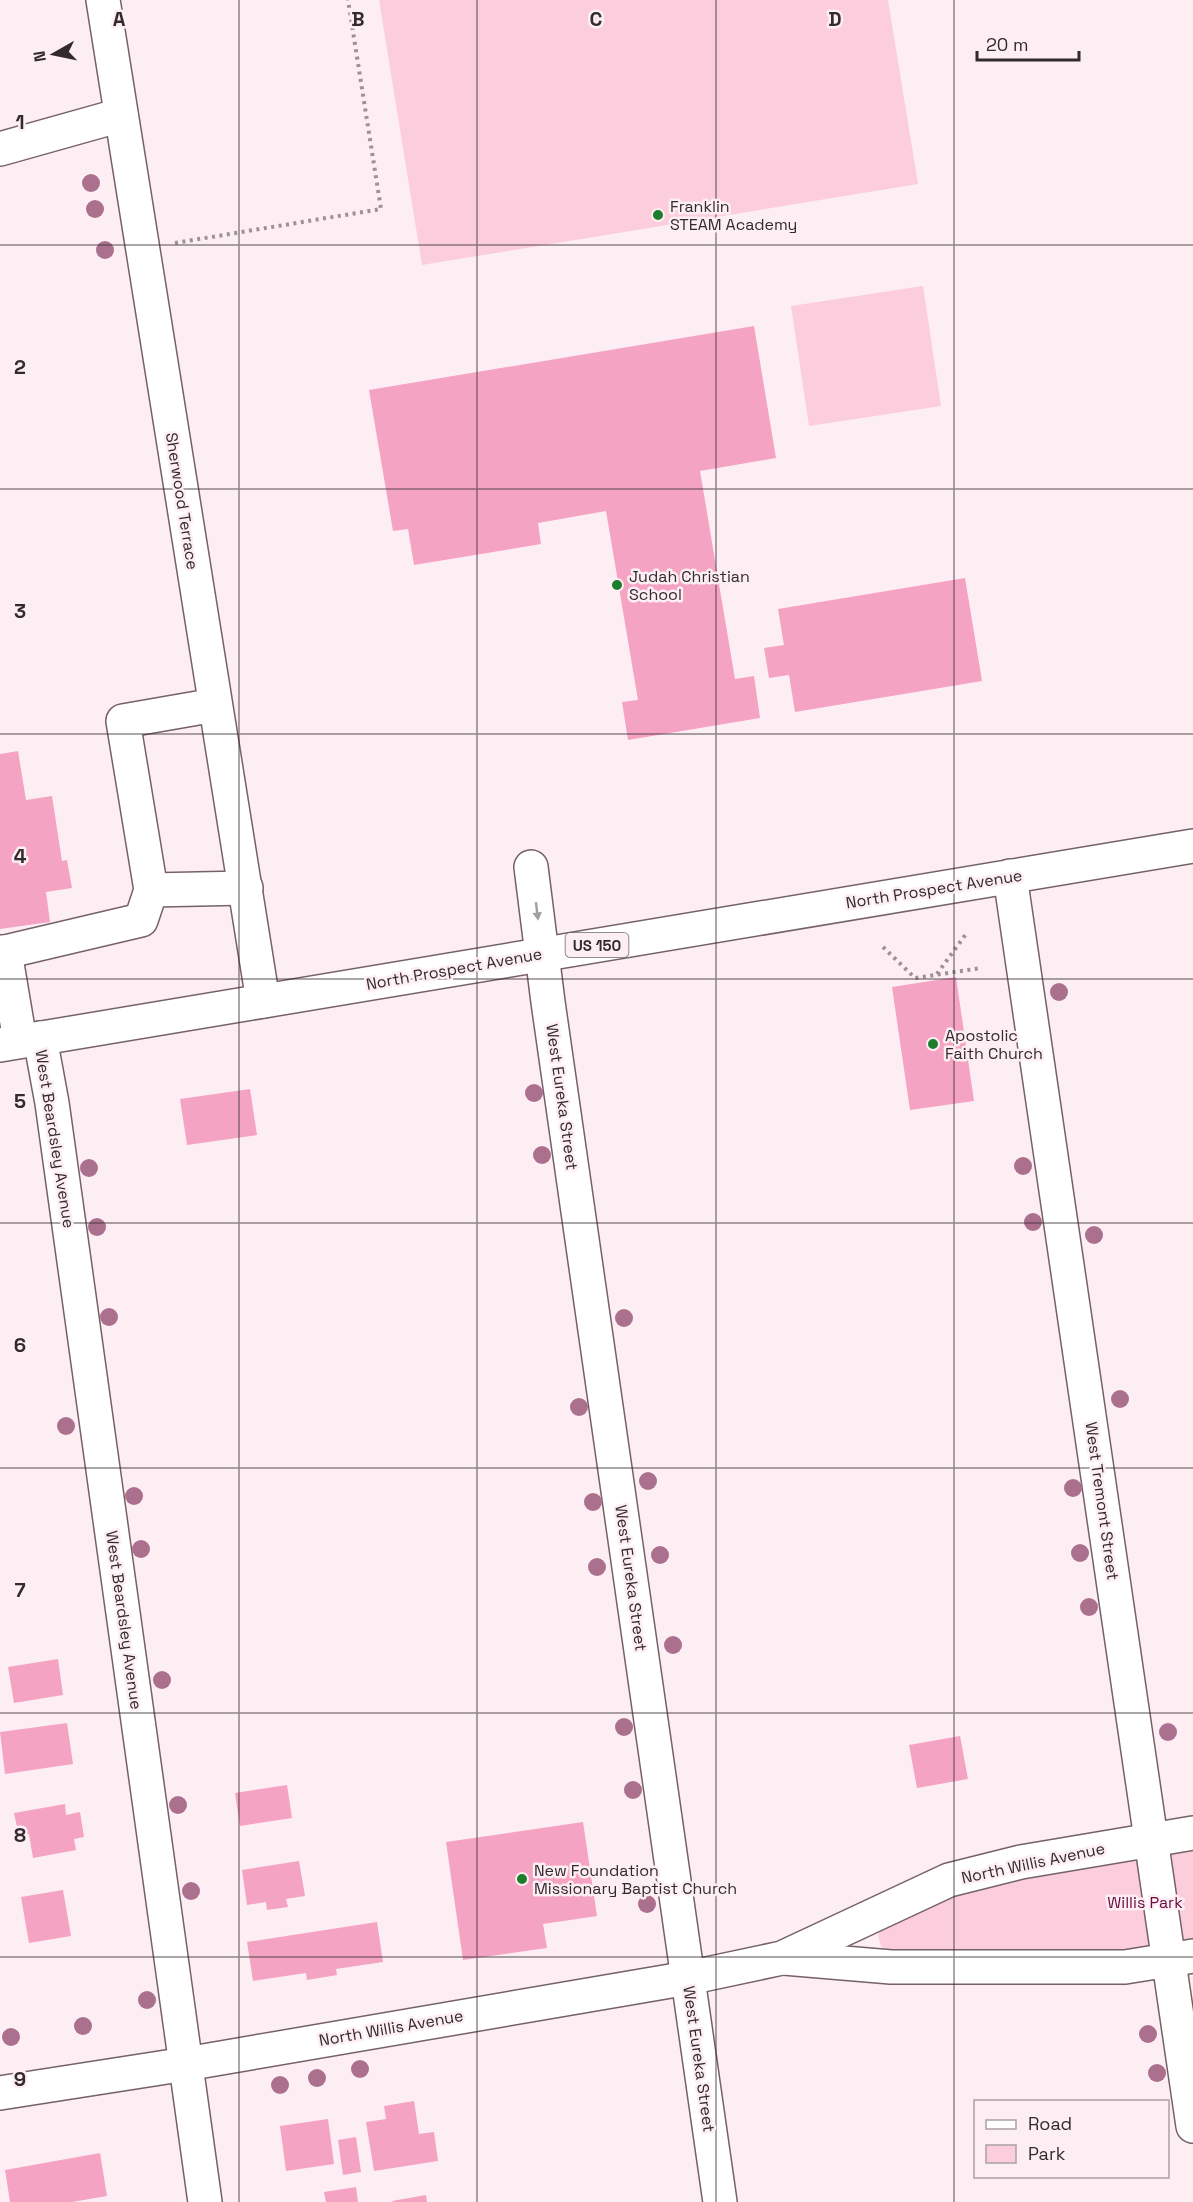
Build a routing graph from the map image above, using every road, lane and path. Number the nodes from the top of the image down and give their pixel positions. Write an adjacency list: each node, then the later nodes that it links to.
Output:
1 (103, 0): 3 (street, Sherwood Terrace)
2 (348, 0): 5 (path)
3 (121, 116): 4 (street); 6 (street, Sherwood Terrace)
4 (0, 149)
5 (175, 243)
6 (215, 705): 10 (street, Sherwood Terrace); 11 (street)
7 (1193, 846): 9 (street, North Prospect Avenue / US 150)
8 (531, 867): 15 (street, West Eureka Street, one-way to 15)
9 (1010, 876): 15 (street, North Prospect Avenue / US 150); 21 (street, West Tremont Street)
10 (246, 888): 11 (street); 18 (street, Sherwood Terrace)
11 (151, 890): 14 (street)
12 (966, 934): 17 (path)
13 (883, 947): 17 (path)
14 (2, 952): 19 (street, West Beardsley Avenue)
15 (542, 954): 18 (street, North Prospect Avenue / US 150); 24 (street, West Eureka Street)
16 (981, 968): 17 (path)
17 (936, 975)
18 (263, 1001): 19 (street, North Prospect Avenue / US 150)
19 (20, 1041): 25 (street, West Beardsley Avenue)
20 (1193, 1833): 21 (street, North Willis Avenue)
21 (1152, 1840): 22 (street, North Willis Avenue); 23 (street, West Tremont Street)
22 (782, 1958): 23 (street, North Willis Avenue); 24 (street, North Willis Avenue)
23 (1181, 1958): 27 (street, West Tremont Street)
24 (688, 1978): 25 (street, North Willis Avenue); 29 (street, West Eureka Street)
25 (186, 2064): 26 (street, North Willis Avenue); 28 (street, West Beardsley Avenue)
26 (0, 2093)
27 (1193, 2126)
28 (205, 2202)
29 (720, 2202)

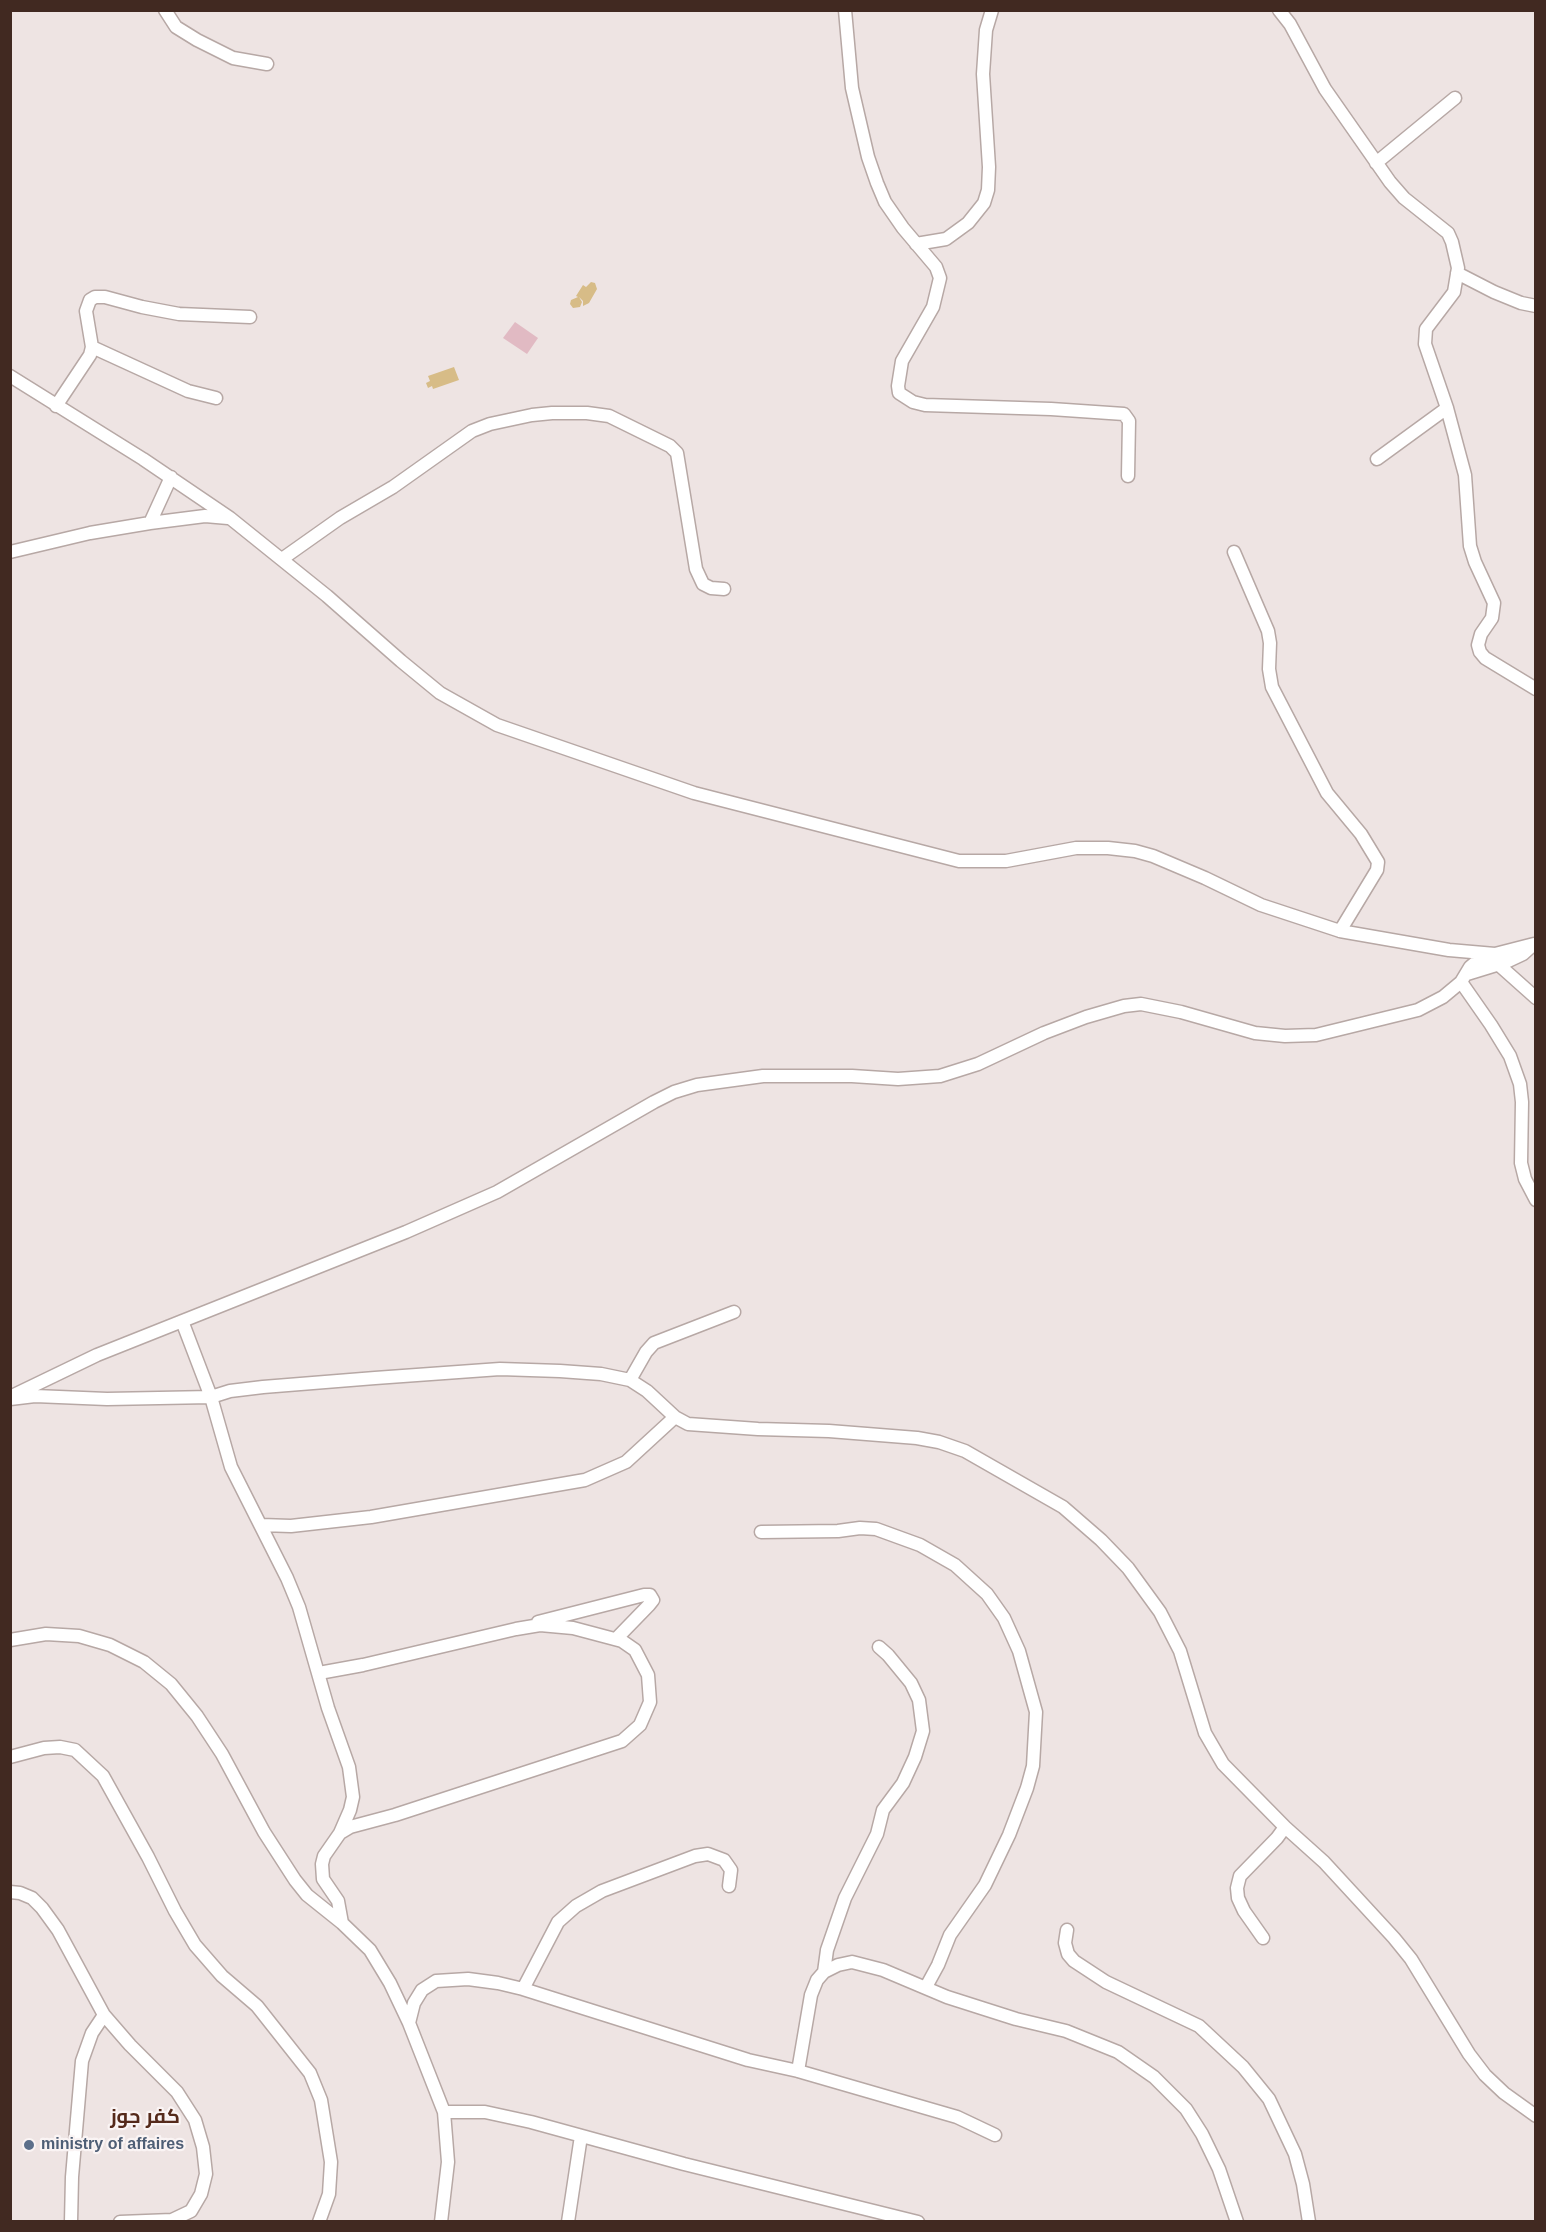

····················

From the first line to the last, reproduce the listing above exactly, leaving the pictures out.

Build a routing graph from the map image above, using every road, lane and path. Number the nodes from the top of the image down and give their pixel positions. Write an adjacency list: each node, then the later nodes that it links to.
Output:
1 (103, 0): 3 (street, Sherwood Terrace)
2 (348, 0): 5 (path)
3 (121, 116): 4 (street); 6 (street, Sherwood Terrace)
4 (0, 149)
5 (175, 243)
6 (215, 705): 10 (street, Sherwood Terrace); 11 (street)
7 (1193, 846): 9 (street, North Prospect Avenue / US 150)
8 (531, 867): 15 (street, West Eureka Street, one-way to 15)
9 (1010, 876): 15 (street, North Prospect Avenue / US 150); 21 (street, West Tremont Street)
10 (246, 888): 11 (street); 18 (street, Sherwood Terrace)
11 (151, 890): 14 (street)
12 (966, 934): 17 (path)
13 (883, 947): 17 (path)
14 (2, 952): 19 (street, West Beardsley Avenue)
15 (542, 954): 18 (street, North Prospect Avenue / US 150); 24 (street, West Eureka Street)
16 (981, 968): 17 (path)
17 (936, 975)
18 (263, 1001): 19 (street, North Prospect Avenue / US 150)
19 (20, 1041): 25 (street, West Beardsley Avenue)
20 (1193, 1833): 21 (street, North Willis Avenue)
21 (1152, 1840): 22 (street, North Willis Avenue); 23 (street, West Tremont Street)
22 (782, 1958): 23 (street, North Willis Avenue); 24 (street, North Willis Avenue)
23 (1181, 1958): 27 (street, West Tremont Street)
24 (688, 1978): 25 (street, North Willis Avenue); 29 (street, West Eureka Street)
25 (186, 2064): 26 (street, North Willis Avenue); 28 (street, West Beardsley Avenue)
26 (0, 2093)
27 (1193, 2126)
28 (205, 2202)
29 (720, 2202)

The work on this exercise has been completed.